» **Extracted information**
--- --- ---

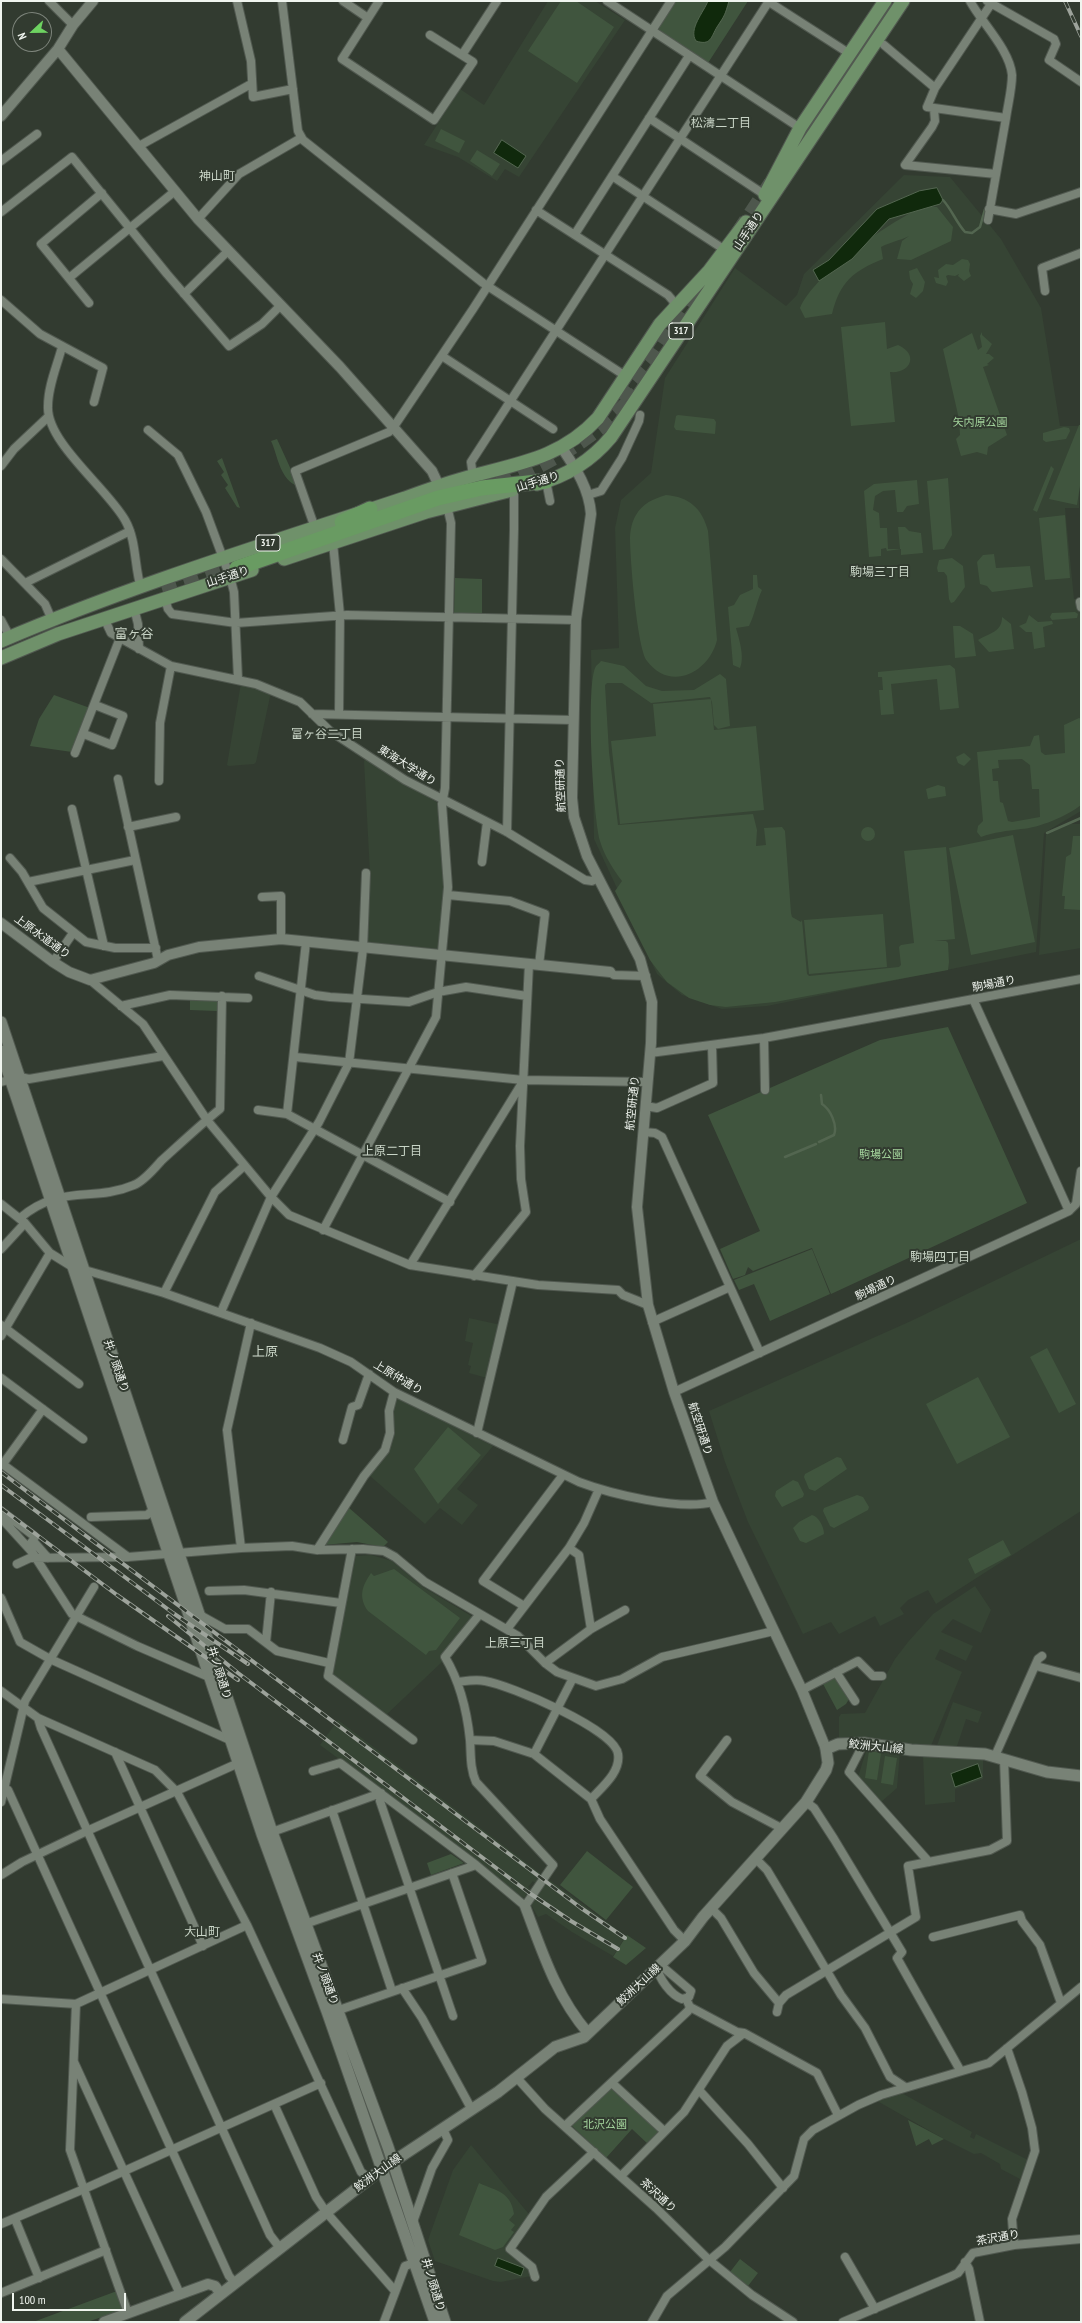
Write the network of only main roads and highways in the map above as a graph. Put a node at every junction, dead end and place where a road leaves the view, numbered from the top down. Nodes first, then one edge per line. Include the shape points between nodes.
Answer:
1 (903, 1) edge
2 (913, 1) edge
3 (885, 2) edge
4 (780, 187) junction
5 (765, 195) junction
6 (729, 253) junction
7 (709, 291) junction
8 (685, 297) junction
9 (679, 335) junction
10 (650, 339) junction
11 (546, 481) joint
12 (512, 487) junction
13 (370, 509) junction
14 (231, 567) junction
15 (140, 588) junction
16 (194, 588) junction
17 (5, 639) edge
18 (1, 658) edge
19 (1, 1022) edge
20 (1, 1052) edge
21 (10, 1080) edge
22 (54, 1199) junction
23 (243, 1761) junction
24 (1081, 1776) edge
25 (332, 2012) junction
26 (392, 2162) junction
27 (382, 2169) junction
28 (188, 2321) edge
29 (435, 2322) edge
30 (445, 2322) edge

1 - 4 main road, 山手通り / 317
2 - 4 main road, 317 via 820,141
3 - 5 main road, 山手通り / 317
3 - 5 main road, 317 via 800,128
4 - 6 main road, 山手通り / 317
5 - 6 main road, 山手通り / 317
6 - 7 main road, 山手通り / 317
6 - 8 main road, 山手通り / 317
7 - 8 main road via 687,315 681,310
7 - 9 main road, 山手通り / 317
8 - 10 main road, 山手通り / 317
9 - 10 main road via 683,324 678,318 672,317
9 - 11 main road, 山手通り / 317 via 611,437 598,452 575,468
10 - 13 main road, 山手通り / 317 via 598,418 588,430 562,448 533,460 439,486
11 - 12 highway
12 - 14 main road, 山手通り / 317 via 333,543
12 - 14 highway via 482,488 438,498
13 - 14 highway via 318,533
13 - 14 main road, 山手通り / 317 via 315,528
14 - 15 main road, 山手通り / 317
14 - 16 main road, 山手通り / 317
15 - 16 main road via 139,596 143,599
15 - 17 main road, 山手通り / 317
16 - 18 main road, 山手通り / 317 via 104,618
19 - 21 main road, 井ノ頭通り
20 - 21 main road, 井ノ頭通り
21 - 22 main road, 井ノ頭通り
22 - 23 main road, 井ノ頭通り via 84,1271 200,1615
22 - 23 main road, 井ノ頭通り via 71,1266 230,1740
23 - 25 main road, 井ノ頭通り
23 - 25 main road, 井ノ頭通り via 305,1924
24 - 26 main road, 鮫洲大山線 via 1047,1772 999,1758 864,1743 838,1744 826,1749 826,1770 806,1802 711,1908 685,1941 588,2033 576,2042 555,2047 472,2110
25 - 26 main road, 井ノ頭通り
25 - 27 main road, 井ノ頭通り
26 - 27 main road, 鮫洲大山線
26 - 30 main road, 井ノ頭通り
27 - 28 main road, 鮫洲大山線
27 - 29 main road, 井ノ頭通り

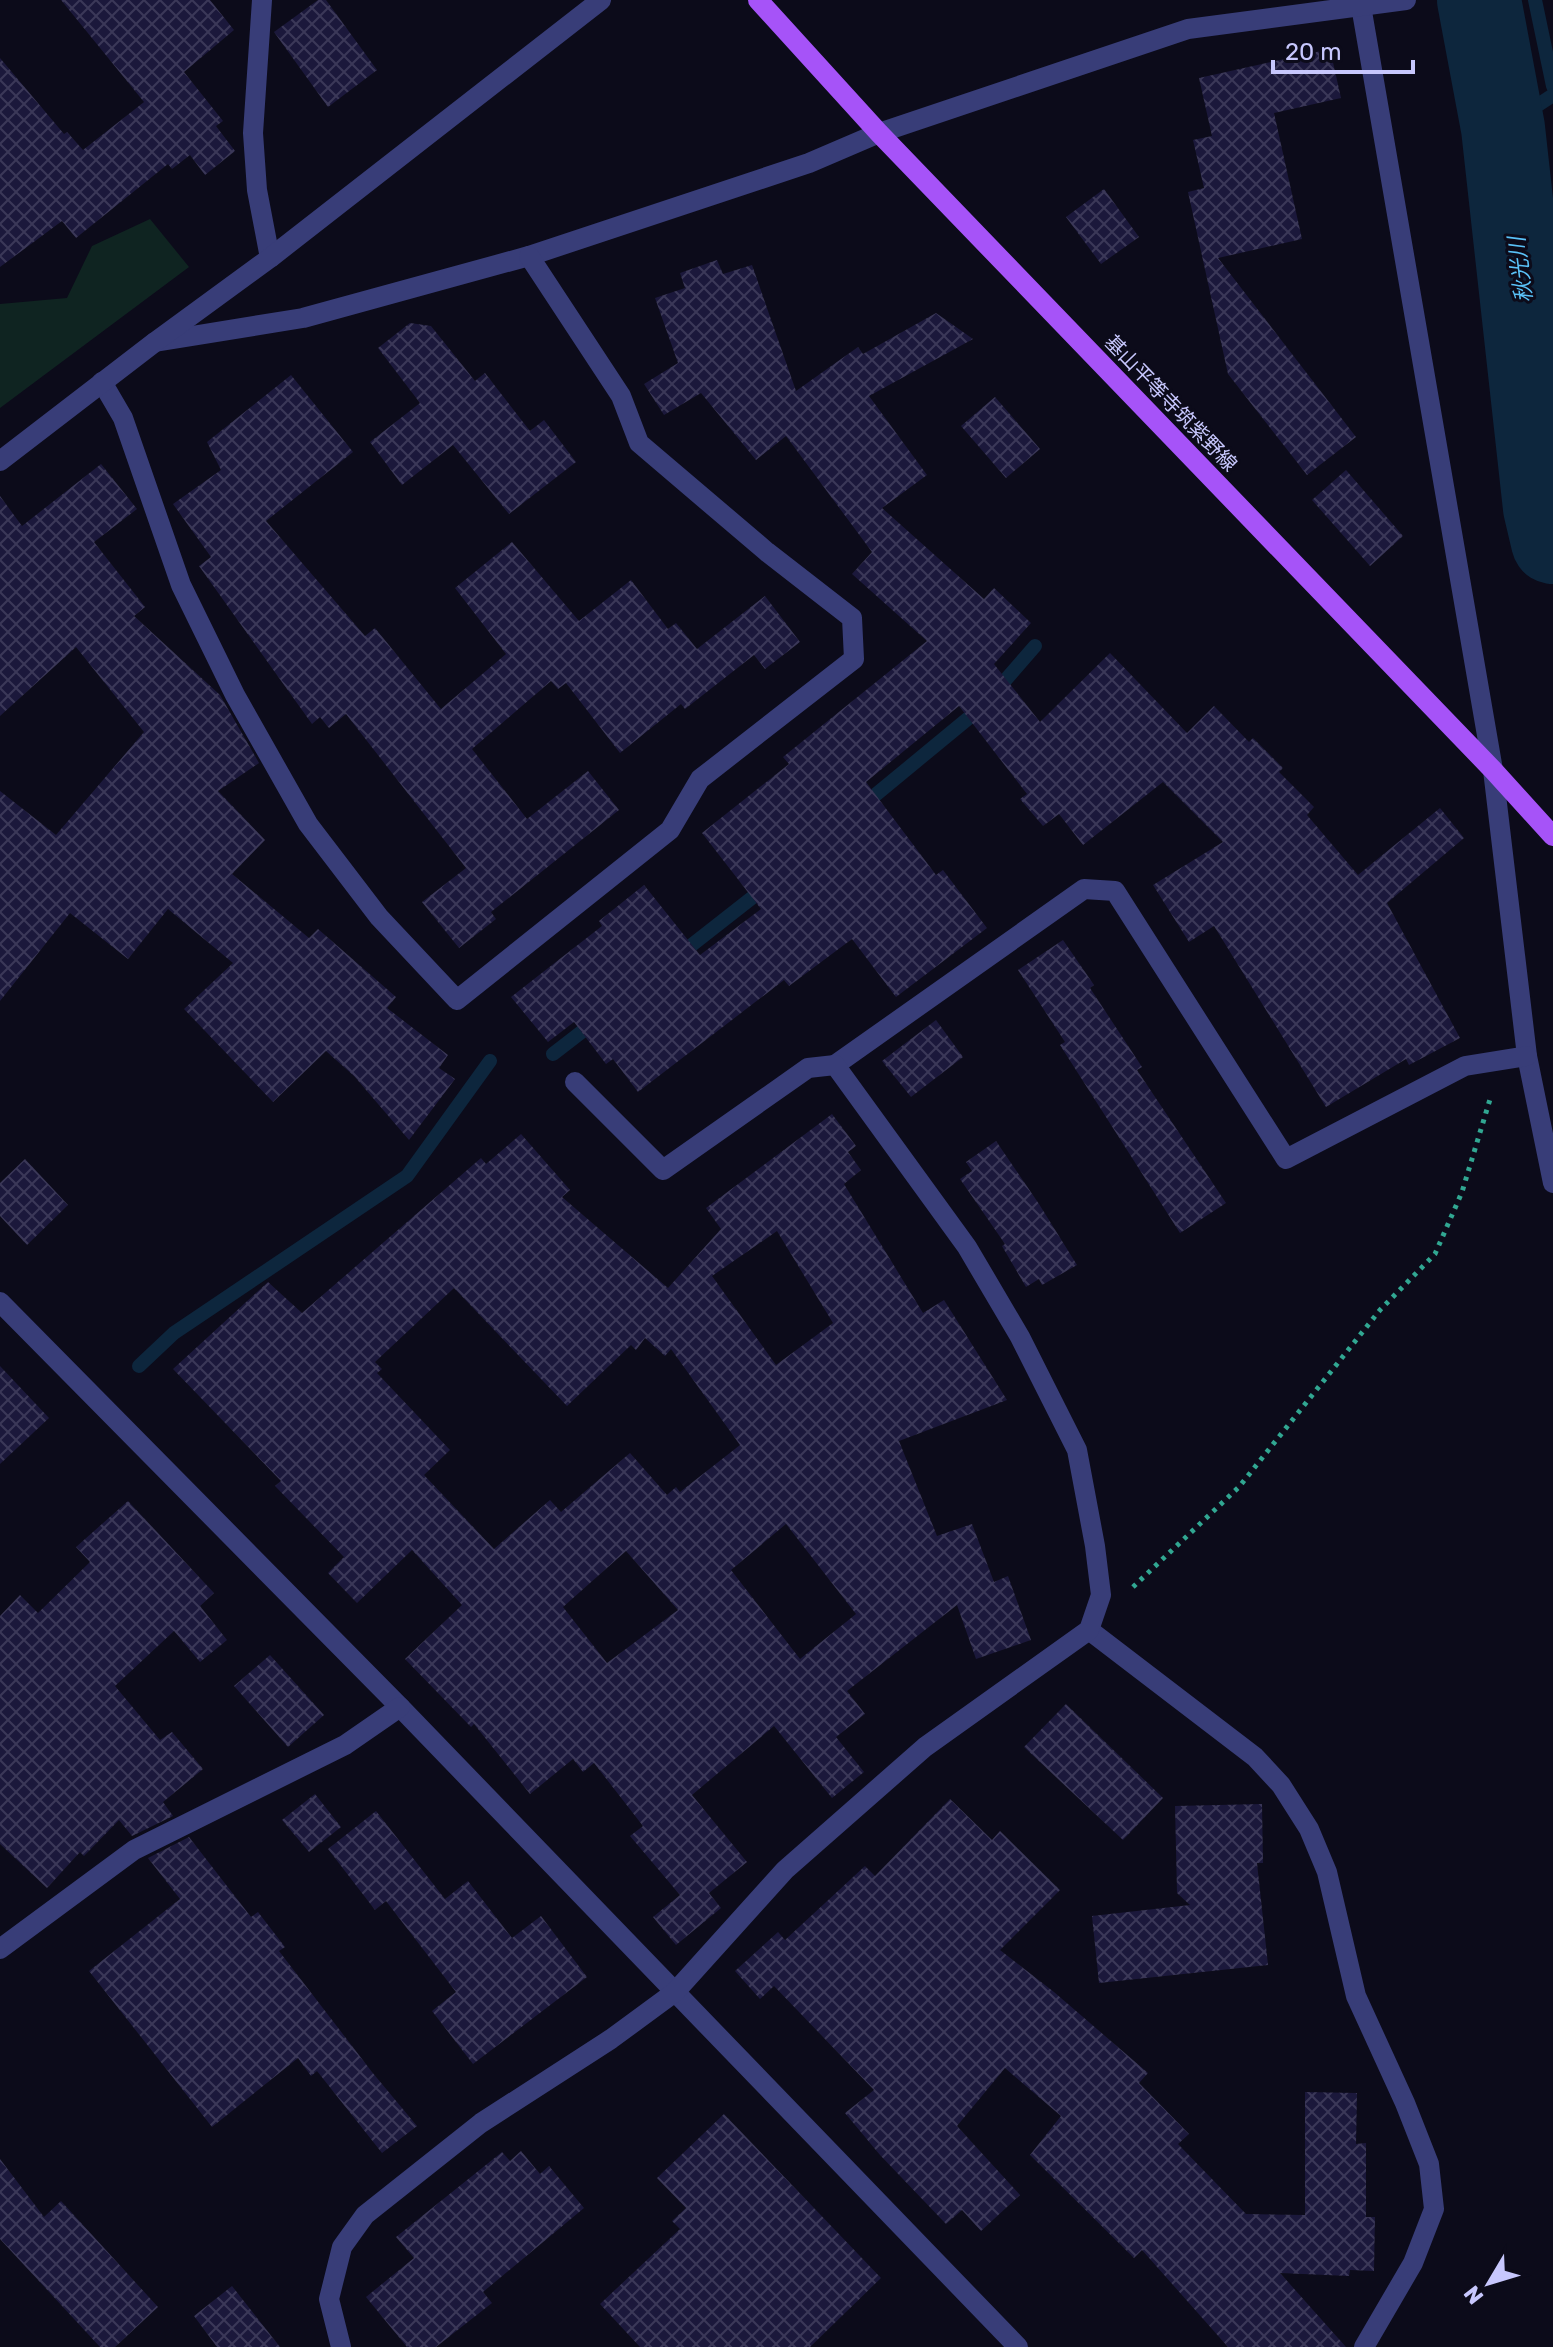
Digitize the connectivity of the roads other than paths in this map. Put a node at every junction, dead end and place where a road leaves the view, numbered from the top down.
1 (262, 0) edge
2 (601, 0) edge
3 (758, 0) edge
4 (1406, 0) edge
5 (1367, 3) edge
6 (879, 133) junction
7 (529, 256) junction
8 (270, 258) junction
9 (155, 342) junction
10 (102, 382) junction
11 (0, 461) edge
12 (1493, 770) junction
13 (1553, 836) edge
14 (1527, 1056) junction
15 (835, 1065) junction
16 (575, 1082) dead end
17 (1553, 1183) edge
18 (0, 1302) edge
19 (1089, 1630) junction
20 (400, 1707) junction
21 (0, 1949) edge
22 (675, 1992) junction
23 (341, 2347) edge
24 (1018, 2347) edge
25 (1364, 2347) edge

1 - 8 street
2 - 8 street
3 - 6 main road, 基山平等寺筑紫野線
4 - 5 street
5 - 6 street
5 - 12 street
6 - 7 street
6 - 12 main road, 基山平等寺筑紫野線
7 - 9 street
7 - 10 street
8 - 9 street
9 - 10 street
10 - 11 street
12 - 13 main road, 基山平等寺筑紫野線
12 - 14 street
14 - 15 street
14 - 17 street
15 - 16 street
15 - 19 street
18 - 20 street
19 - 22 street
19 - 25 street
20 - 21 street
20 - 22 street
22 - 23 street
22 - 24 street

--- --- ---

» **Directions**
Omit the pictures, then quote the rest of the material above exactly.

» **Task answer**
Write the network of only main roads and highways in the map above as a graph. Put a node at every junction, dead end and place where a road leaves the view, numbered from the top down. Nodes first, then one edge per line. Include the shape points between nodes.
Answer:
1 (903, 1) edge
2 (913, 1) edge
3 (885, 2) edge
4 (780, 187) junction
5 (765, 195) junction
6 (729, 253) junction
7 (709, 291) junction
8 (685, 297) junction
9 (679, 335) junction
10 (650, 339) junction
11 (546, 481) joint
12 (512, 487) junction
13 (370, 509) junction
14 (231, 567) junction
15 (140, 588) junction
16 (194, 588) junction
17 (5, 639) edge
18 (1, 658) edge
19 (1, 1022) edge
20 (1, 1052) edge
21 (10, 1080) edge
22 (54, 1199) junction
23 (243, 1761) junction
24 (1081, 1776) edge
25 (332, 2012) junction
26 (392, 2162) junction
27 (382, 2169) junction
28 (188, 2321) edge
29 (435, 2322) edge
30 (445, 2322) edge

1 - 4 main road, 山手通り / 317
2 - 4 main road, 317 via 820,141
3 - 5 main road, 山手通り / 317
3 - 5 main road, 317 via 800,128
4 - 6 main road, 山手通り / 317
5 - 6 main road, 山手通り / 317
6 - 7 main road, 山手通り / 317
6 - 8 main road, 山手通り / 317
7 - 8 main road via 687,315 681,310
7 - 9 main road, 山手通り / 317
8 - 10 main road, 山手通り / 317
9 - 10 main road via 683,324 678,318 672,317
9 - 11 main road, 山手通り / 317 via 611,437 598,452 575,468
10 - 13 main road, 山手通り / 317 via 598,418 588,430 562,448 533,460 439,486
11 - 12 highway
12 - 14 main road, 山手通り / 317 via 333,543
12 - 14 highway via 482,488 438,498
13 - 14 highway via 318,533
13 - 14 main road, 山手通り / 317 via 315,528
14 - 15 main road, 山手通り / 317
14 - 16 main road, 山手通り / 317
15 - 16 main road via 139,596 143,599
15 - 17 main road, 山手通り / 317
16 - 18 main road, 山手通り / 317 via 104,618
19 - 21 main road, 井ノ頭通り
20 - 21 main road, 井ノ頭通り
21 - 22 main road, 井ノ頭通り
22 - 23 main road, 井ノ頭通り via 84,1271 200,1615
22 - 23 main road, 井ノ頭通り via 71,1266 230,1740
23 - 25 main road, 井ノ頭通り
23 - 25 main road, 井ノ頭通り via 305,1924
24 - 26 main road, 鮫洲大山線 via 1047,1772 999,1758 864,1743 838,1744 826,1749 826,1770 806,1802 711,1908 685,1941 588,2033 576,2042 555,2047 472,2110
25 - 26 main road, 井ノ頭通り
25 - 27 main road, 井ノ頭通り
26 - 27 main road, 鮫洲大山線
26 - 30 main road, 井ノ頭通り
27 - 28 main road, 鮫洲大山線
27 - 29 main road, 井ノ頭通り

Digitize the connectivity of the roads other than paths in this map. Put a node at every junction, dead end and place where a road leaves the view, numbered from the top down.
1 (262, 0) edge
2 (601, 0) edge
3 (758, 0) edge
4 (1406, 0) edge
5 (1367, 3) edge
6 (879, 133) junction
7 (529, 256) junction
8 (270, 258) junction
9 (155, 342) junction
10 (102, 382) junction
11 (0, 461) edge
12 (1493, 770) junction
13 (1553, 836) edge
14 (1527, 1056) junction
15 (835, 1065) junction
16 (575, 1082) dead end
17 (1553, 1183) edge
18 (0, 1302) edge
19 (1089, 1630) junction
20 (400, 1707) junction
21 (0, 1949) edge
22 (675, 1992) junction
23 (341, 2347) edge
24 (1018, 2347) edge
25 (1364, 2347) edge

1 - 8 street
2 - 8 street
3 - 6 main road, 基山平等寺筑紫野線
4 - 5 street
5 - 6 street
5 - 12 street
6 - 7 street
6 - 12 main road, 基山平等寺筑紫野線
7 - 9 street
7 - 10 street
8 - 9 street
9 - 10 street
10 - 11 street
12 - 13 main road, 基山平等寺筑紫野線
12 - 14 street
14 - 15 street
14 - 17 street
15 - 16 street
15 - 19 street
18 - 20 street
19 - 22 street
19 - 25 street
20 - 21 street
20 - 22 street
22 - 23 street
22 - 24 street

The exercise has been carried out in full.